The envoys met with him on Thursday in Paris to coordinate their activities.
The national Special Envoys are from France, Germany, Italy, Malta, Spain, Turkey, the United Kingdom and the United States.
In their statement, in which they said the UN’s objective was to ensure “the normal functioning of the legitimate House of Representatives with the full participation of its members, the formation of a fully representative and inclusive government and the withdrawal of militias from cities and airports throughout Libya,” the envoys also expressed “deep concern” about the terrorist threat which they said was “proliferating in the current political situation” and which could only be defeated “by a strong and united Libyan state”.
They furthermore declared that all international partners had to support the UN-led mediation and agreed to “a mechanism” being put in place to ensure that they did so.
This is seen as a move to rein Turkey into line.
All the Special Envoys, following the lead of Leon, have stuck rigidly to the line that the HoR is the only legitimate legislature in the country, the Thinni administration which it appointed the only government, and that there can be no negotiations with the rump General National Congress, which refuses to accept that it has passed into history, or the administration under Omar Al-Hassi which it appointed.

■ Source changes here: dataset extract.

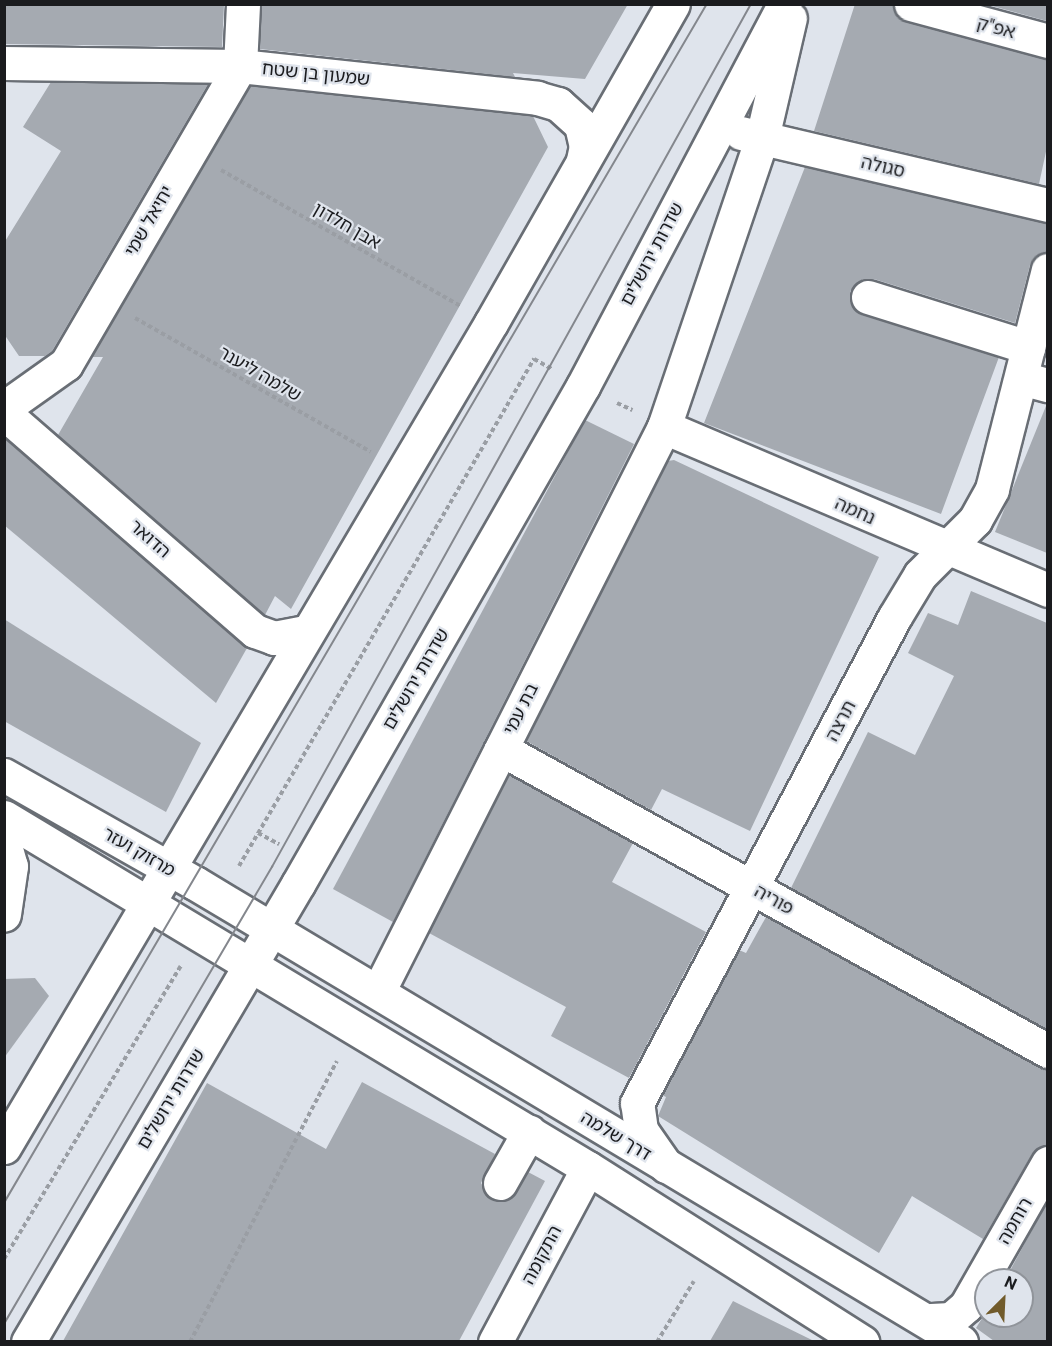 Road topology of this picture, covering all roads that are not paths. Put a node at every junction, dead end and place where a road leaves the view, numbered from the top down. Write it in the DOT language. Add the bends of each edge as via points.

Ten days ago, Turkey’s Special Envoy shocked the others by breaking the agreement and meeting with Hassi in Tripoli.
In their statement yesterday, the envoys also rejected outside interference in Libya, agreed that there was no military solution to the current situation in Libya and condemned the violence that has occurred since the call for a ceasefire by participating and boycotting members of the HoR at their UN-sponsored meeting in Ghadames at the end of September.
Supporting Leon’s plans to convene a new round of discussions, they urged the parties “to remove all obstacles to such discussions”. They hoped, they said, to see “full and constructive participation” again from both sides. They also called “for an immediate and unconditional ceasefire in all parts of the country” to permit the immediate resumption of humanitarian assistance to those in need.
And in a move that indicates that the UN was preparing to get tough, they warned that anyone who undermined the process “will be sanctioned within the framework of UNSC resolution 2174”.